**ACTIVITY:** Show each line of the records in which the word "ImageSurface" occurs.

**DATA FOR THIS EXERCISE:**
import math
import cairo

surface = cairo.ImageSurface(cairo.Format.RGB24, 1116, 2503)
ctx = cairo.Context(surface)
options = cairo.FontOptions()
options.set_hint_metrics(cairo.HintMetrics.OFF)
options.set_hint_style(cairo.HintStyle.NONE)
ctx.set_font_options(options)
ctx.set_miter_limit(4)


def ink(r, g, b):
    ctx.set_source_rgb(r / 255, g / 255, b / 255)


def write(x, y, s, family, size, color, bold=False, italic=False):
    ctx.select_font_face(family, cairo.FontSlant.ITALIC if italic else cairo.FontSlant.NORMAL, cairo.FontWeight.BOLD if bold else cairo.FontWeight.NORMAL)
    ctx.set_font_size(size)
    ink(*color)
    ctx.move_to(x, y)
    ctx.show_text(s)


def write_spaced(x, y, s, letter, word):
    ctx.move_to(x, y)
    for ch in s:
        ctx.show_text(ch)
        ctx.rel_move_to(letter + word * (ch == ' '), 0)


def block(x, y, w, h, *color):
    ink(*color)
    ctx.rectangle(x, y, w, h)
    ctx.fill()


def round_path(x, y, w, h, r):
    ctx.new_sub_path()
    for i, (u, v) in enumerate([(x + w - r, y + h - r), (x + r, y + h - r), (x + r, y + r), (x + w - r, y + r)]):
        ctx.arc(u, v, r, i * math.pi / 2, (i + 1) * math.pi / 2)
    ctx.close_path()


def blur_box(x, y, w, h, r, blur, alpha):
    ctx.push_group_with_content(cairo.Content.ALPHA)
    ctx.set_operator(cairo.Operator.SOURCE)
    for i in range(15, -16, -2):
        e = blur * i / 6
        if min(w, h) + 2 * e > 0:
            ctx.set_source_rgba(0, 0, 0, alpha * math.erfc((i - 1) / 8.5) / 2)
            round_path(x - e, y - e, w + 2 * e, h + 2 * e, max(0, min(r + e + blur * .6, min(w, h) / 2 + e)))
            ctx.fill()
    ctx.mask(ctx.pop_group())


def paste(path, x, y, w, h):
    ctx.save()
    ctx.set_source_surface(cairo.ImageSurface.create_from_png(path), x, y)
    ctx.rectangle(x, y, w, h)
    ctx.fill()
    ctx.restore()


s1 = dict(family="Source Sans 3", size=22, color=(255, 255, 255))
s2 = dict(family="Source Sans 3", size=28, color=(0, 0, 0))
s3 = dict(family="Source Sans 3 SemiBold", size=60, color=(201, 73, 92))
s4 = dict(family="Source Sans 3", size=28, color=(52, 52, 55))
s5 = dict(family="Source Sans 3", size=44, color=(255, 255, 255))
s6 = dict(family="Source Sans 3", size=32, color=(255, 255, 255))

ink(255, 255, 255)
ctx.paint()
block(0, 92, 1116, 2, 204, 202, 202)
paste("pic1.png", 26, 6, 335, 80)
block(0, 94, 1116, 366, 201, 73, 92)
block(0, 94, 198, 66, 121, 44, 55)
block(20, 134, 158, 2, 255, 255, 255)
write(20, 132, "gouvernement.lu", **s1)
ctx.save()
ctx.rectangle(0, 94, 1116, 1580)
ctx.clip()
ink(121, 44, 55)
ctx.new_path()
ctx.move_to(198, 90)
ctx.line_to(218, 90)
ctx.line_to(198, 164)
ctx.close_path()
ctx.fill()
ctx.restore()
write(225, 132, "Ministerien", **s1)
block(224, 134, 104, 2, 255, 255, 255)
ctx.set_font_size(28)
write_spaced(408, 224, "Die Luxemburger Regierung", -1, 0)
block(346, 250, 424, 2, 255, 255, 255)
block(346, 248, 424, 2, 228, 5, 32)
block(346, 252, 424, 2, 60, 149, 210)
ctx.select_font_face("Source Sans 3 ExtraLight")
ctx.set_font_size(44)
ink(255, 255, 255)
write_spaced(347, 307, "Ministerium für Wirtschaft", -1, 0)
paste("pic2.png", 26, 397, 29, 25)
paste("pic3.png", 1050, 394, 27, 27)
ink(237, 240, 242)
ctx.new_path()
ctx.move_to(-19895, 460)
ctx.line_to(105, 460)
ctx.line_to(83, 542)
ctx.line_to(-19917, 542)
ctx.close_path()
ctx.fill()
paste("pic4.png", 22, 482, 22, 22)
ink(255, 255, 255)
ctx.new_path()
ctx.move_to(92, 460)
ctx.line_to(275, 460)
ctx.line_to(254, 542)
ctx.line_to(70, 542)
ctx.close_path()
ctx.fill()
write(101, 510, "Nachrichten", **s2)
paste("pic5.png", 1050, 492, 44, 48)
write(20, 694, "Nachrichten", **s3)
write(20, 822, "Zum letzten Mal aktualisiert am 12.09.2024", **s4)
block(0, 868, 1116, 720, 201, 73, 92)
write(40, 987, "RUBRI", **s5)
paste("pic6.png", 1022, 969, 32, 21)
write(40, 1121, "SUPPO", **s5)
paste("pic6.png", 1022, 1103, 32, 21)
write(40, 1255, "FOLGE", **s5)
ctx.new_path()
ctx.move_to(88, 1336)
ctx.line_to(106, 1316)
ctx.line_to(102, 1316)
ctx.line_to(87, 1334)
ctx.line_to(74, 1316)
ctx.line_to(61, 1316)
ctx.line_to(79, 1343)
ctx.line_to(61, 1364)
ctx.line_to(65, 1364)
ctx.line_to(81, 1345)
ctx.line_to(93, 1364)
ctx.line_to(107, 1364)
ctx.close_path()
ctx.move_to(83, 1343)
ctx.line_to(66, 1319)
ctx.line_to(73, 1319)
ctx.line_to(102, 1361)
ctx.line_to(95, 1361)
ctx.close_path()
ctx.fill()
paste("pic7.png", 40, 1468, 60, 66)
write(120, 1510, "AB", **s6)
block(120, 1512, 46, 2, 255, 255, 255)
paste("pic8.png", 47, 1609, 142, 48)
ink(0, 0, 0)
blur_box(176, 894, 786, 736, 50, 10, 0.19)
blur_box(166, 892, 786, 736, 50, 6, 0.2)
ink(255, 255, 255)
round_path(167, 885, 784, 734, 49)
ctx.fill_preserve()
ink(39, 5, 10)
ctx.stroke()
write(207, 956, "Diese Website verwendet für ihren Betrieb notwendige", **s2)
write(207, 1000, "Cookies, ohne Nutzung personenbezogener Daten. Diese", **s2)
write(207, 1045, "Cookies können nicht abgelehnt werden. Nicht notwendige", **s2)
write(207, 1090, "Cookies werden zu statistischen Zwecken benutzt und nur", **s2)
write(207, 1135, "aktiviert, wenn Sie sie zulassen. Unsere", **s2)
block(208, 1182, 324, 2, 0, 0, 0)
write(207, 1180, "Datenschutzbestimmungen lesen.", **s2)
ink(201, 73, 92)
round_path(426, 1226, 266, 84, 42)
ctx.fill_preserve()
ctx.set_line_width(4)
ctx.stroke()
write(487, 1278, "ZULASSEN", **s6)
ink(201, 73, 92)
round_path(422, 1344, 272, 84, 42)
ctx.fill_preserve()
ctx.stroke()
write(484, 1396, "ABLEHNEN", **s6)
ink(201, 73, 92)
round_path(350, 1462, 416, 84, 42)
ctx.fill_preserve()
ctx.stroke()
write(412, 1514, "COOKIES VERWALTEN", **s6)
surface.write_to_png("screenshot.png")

**EXERCISE SOLUTION:**
surface = cairo.ImageSurface(cairo.Format.RGB24, 1116, 2503)
    ctx.set_source_surface(cairo.ImageSurface.create_from_png(path), x, y)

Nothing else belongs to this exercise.